High Iowait (mostly) on startup

alpha4701 · January 4, 2024, 1:46pm

I am running a LSI SAS 9200-8e

daki82 · January 4, 2024, 3:19pm

Ah, brand new MB and cheap controler…

Mainboard has PCIE4.0 16lanes
Controler has PCIE2.0 8 lanes. wich

would equal the speed of 2 PCIE4.0 lanes. in fact there is 75% iowait on 8 lanes in this case.
The mainboard SATA has a 4 PCIE4.0 4lanes connection.

Are they SAS or SATA?

If SATA please connect to mainboard.

If SAS you are out of luck, new controler maybe. or live with iowait, maybe assinging 4 cores to the four nodes in docker (or to docker if storj only) makes it better.

Dali44 · January 4, 2024, 6:34pm

It’s likely a bad hdd, i had this problem in the past, it was caused by a dying hard drive.

daki82 · January 4, 2024, 8:55pm

Wouldn’t the corresponding node failing audits? aside from errors and restarts in the log?

Alexey · January 5, 2024, 3:37am

Not necessarily. Audits are random, and perhaps there are FATAL errors due to readable or writeable checks timeouts, which prevents the node’s disqualification before it’s too late.
But yes, the chocking HDD may cause high iowait or even stalling the whole system.

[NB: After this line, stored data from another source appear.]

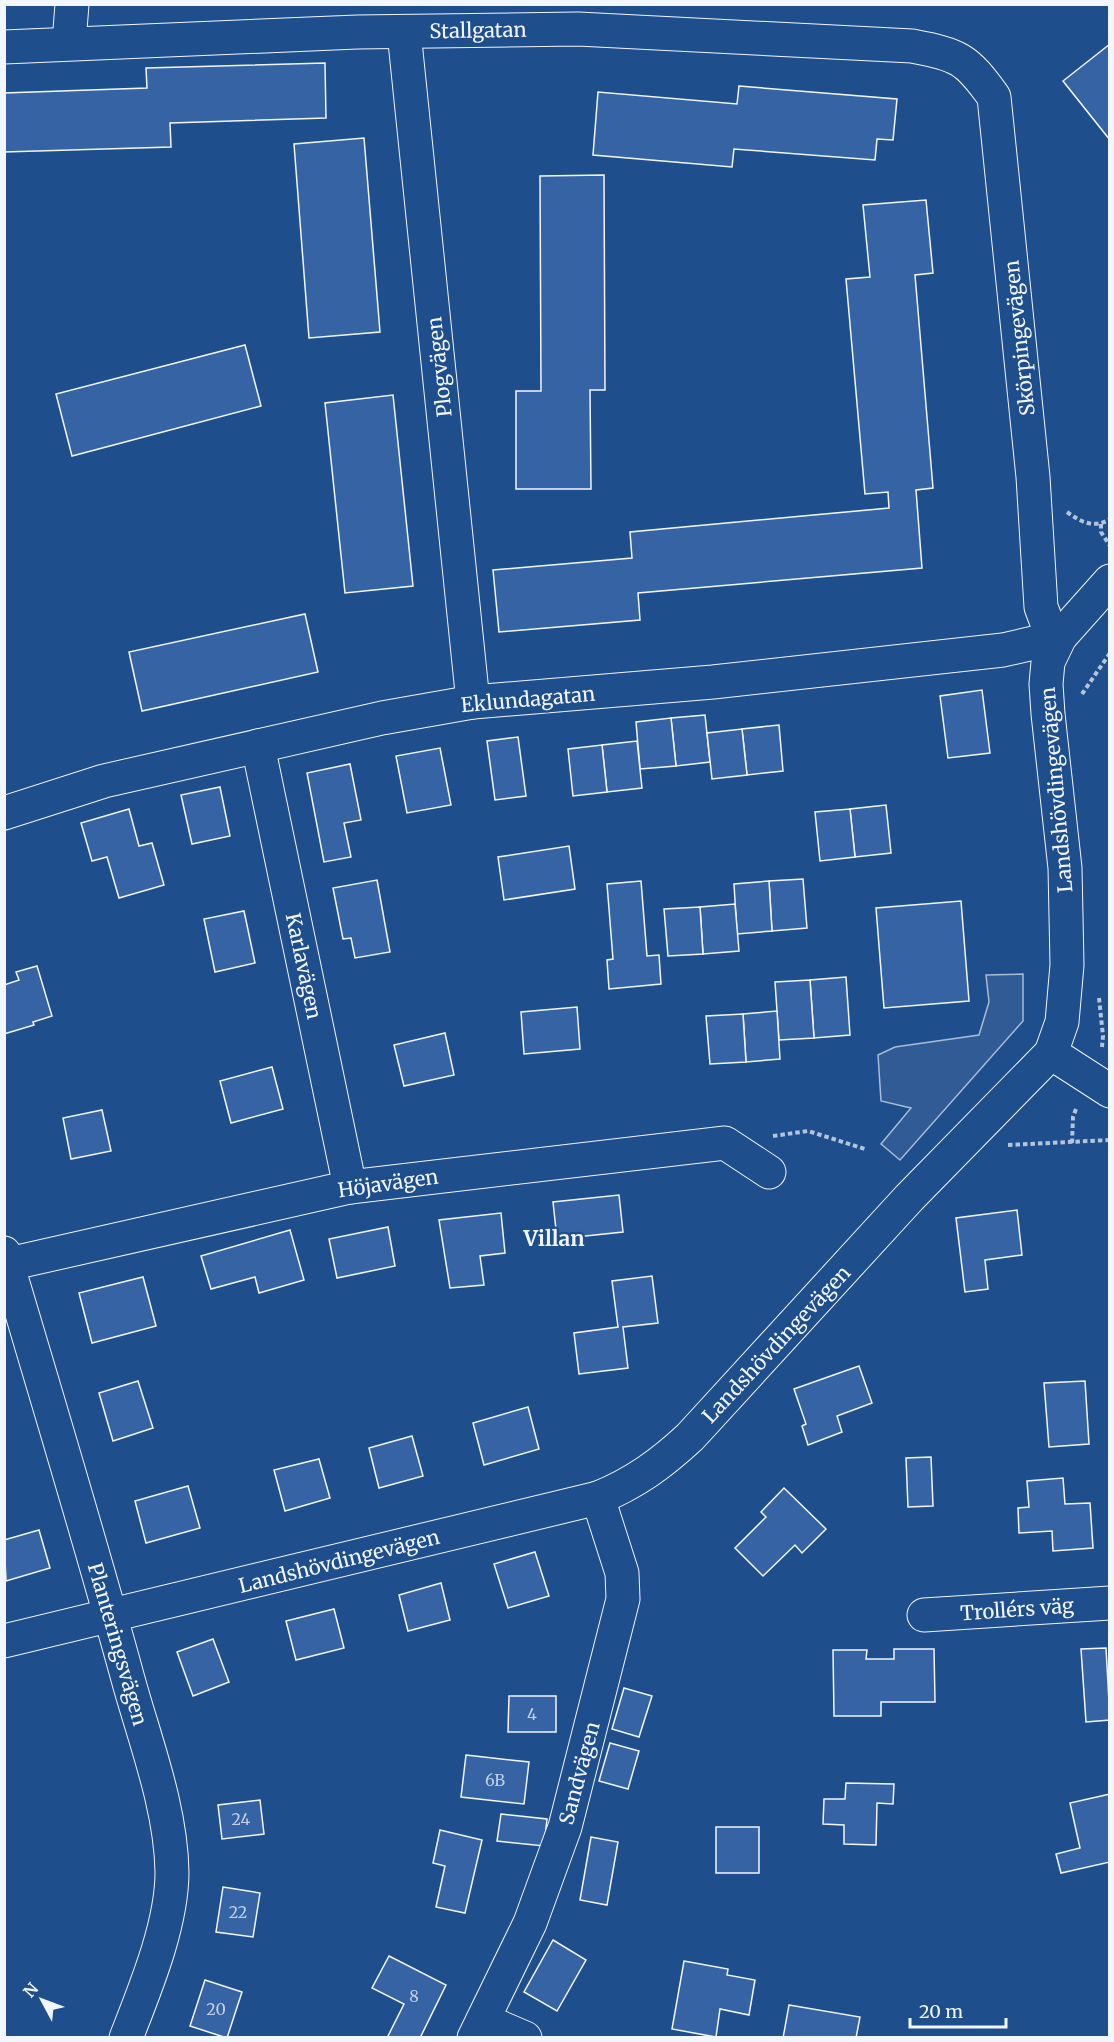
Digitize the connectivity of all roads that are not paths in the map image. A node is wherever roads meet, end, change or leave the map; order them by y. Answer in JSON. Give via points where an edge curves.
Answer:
{"nodes":[{"id":1,"x":72,"y":4,"type":"edge"},
{"id":2,"x":404,"y":32,"type":"junction"},
{"id":3,"x":69,"y":43,"type":"junction"},
{"id":4,"x":4,"y":47,"type":"edge"},
{"id":5,"x":950,"y":53,"type":"joint"},
{"id":6,"x":1110,"y":581,"type":"edge"},
{"id":7,"x":1110,"y":611,"type":"edge"},
{"id":8,"x":1069,"y":628,"type":"junction"},
{"id":9,"x":473,"y":702,"type":"junction"},
{"id":10,"x":258,"y":746,"type":"junction"},
{"id":11,"x":4,"y":813,"type":"edge"},
{"id":12,"x":1051,"y":1053,"type":"junction"},
{"id":13,"x":1110,"y":1091,"type":"edge"},
{"id":14,"x":769,"y":1172,"type":"dead end"},
{"id":15,"x":350,"y":1186,"type":"junction"},
{"id":16,"x":6,"y":1260,"type":"edge"},
{"id":17,"x":598,"y":1497,"type":"junction"},
{"id":18,"x":1110,"y":1603,"type":"edge"},
{"id":19,"x":924,"y":1615,"type":"dead end"},
{"id":20,"x":111,"y":1616,"type":"junction"},
{"id":21,"x":4,"y":1641,"type":"edge"},
{"id":22,"x":478,"y":2029,"type":"edge"},
{"id":23,"x":126,"y":2037,"type":"edge"},
{"id":24,"x":525,"y":2037,"type":"edge"}],
"edges":[{"from":1,"to":3,"type":"street"},
{"from":2,"to":3,"type":"street","name":"Stallgatan"},
{"from":2,"to":5,"type":"street","name":"Stallgatan","via":[[578,29],[912,46]]},
{"from":2,"to":9,"type":"street","name":"Plogvägen"},
{"from":3,"to":4,"type":"street","name":"Stallgatan"},
{"from":5,"to":8,"type":"street","name":"Skörpingevägen","via":[[975,71],[994,97],[1034,477],[1041,607],[1047,623]]},
{"from":6,"to":8,"type":"street","name":"Landshövdingevägen","via":[[1090,599]]},
{"from":7,"to":8,"type":"street"},
{"from":8,"to":9,"type":"street","name":"Eklundagatan","via":[[1003,650],[712,682]]},
{"from":8,"to":12,"type":"street","name":"Landshövdingevägen","via":[[1048,662],[1046,684],[1065,868],[1067,965],[1062,1022]]},
{"from":9,"to":10,"type":"street","name":"Eklundagatan"},
{"from":10,"to":11,"type":"street","name":"Eklundagatan","via":[[104,781]]},
{"from":10,"to":15,"type":"street","name":"Karlavägen"},
{"from":12,"to":13,"type":"street"},
{"from":12,"to":17,"type":"street","name":"Landshövdingevägen","via":[[917,1190],[690,1437],[659,1465],[625,1487]]},
{"from":14,"to":15,"type":"street","name":"Höjavägen","via":[[725,1143]]},
{"from":15,"to":16,"type":"street","name":"Höjavägen"},
{"from":16,"to":20,"type":"street","name":"Planteringsvägen"},
{"from":17,"to":20,"type":"street","name":"Landshövdingevägen"},
{"from":17,"to":22,"type":"street","name":"Sandvägen","via":[[622,1574],[623,1599],[565,1827],[530,1923]]},
{"from":18,"to":19,"type":"street","name":"Trollérs väg"},
{"from":20,"to":21,"type":"street","name":"Landshövdingevägen"},
{"from":20,"to":23,"type":"street","name":"Planteringsvägen","via":[[166,1818],[172,1874],[155,1953]]},
{"from":22,"to":24,"type":"street"}]}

snorkel · January 5, 2024, 7:11am

I don’t see a problem with the controller beeing pcie 2.0, if I understand the numbers corectly. The SAS disk is 6Gbps, the pcie 2.0 offers 5Gbps per lane. The pcie and SAS controller offer both 8 lanes. So the pcie can accomodate 8 disks at 5Gbps, and the SAS controller can accomodate 8 disks at 6Gbps. Beeing 1Gbps lower per lane/disk in case of the pcie port, it’s not a big deal. The 6Gbps speed is theoreticaly possible, anyways. The disks transmit at much lower speeds.
Any controller will use just one lane of the pcie x version for one disk.

daki82 · January 5, 2024, 9:00am

Of course the problem is not the throughput in the lanes.

But the cpu could do it 3times faster, so i guess it has to wait.

Maybe?

Would be interesting if iowait is real cpu usage or just displayed waiting time.

alpha4701 · January 8, 2024, 5:33pm

IO Wait seems to be down again. I did not change anything so i don’t know what the issue was. I got some older consumer grade HDDs mixed in there so maybe @Dali44 could be right about a dying HDD. I will monitor the issue.

I also don’t think that the HBA Bandwidth has anything to do with it. The HDD Bandwidth usage is nowhere near the 6 Gbps limit.

daki82 · January 8, 2024, 8:16pm

Usualy, its a fragmented full/big node, or maybe an smr drive slipped in.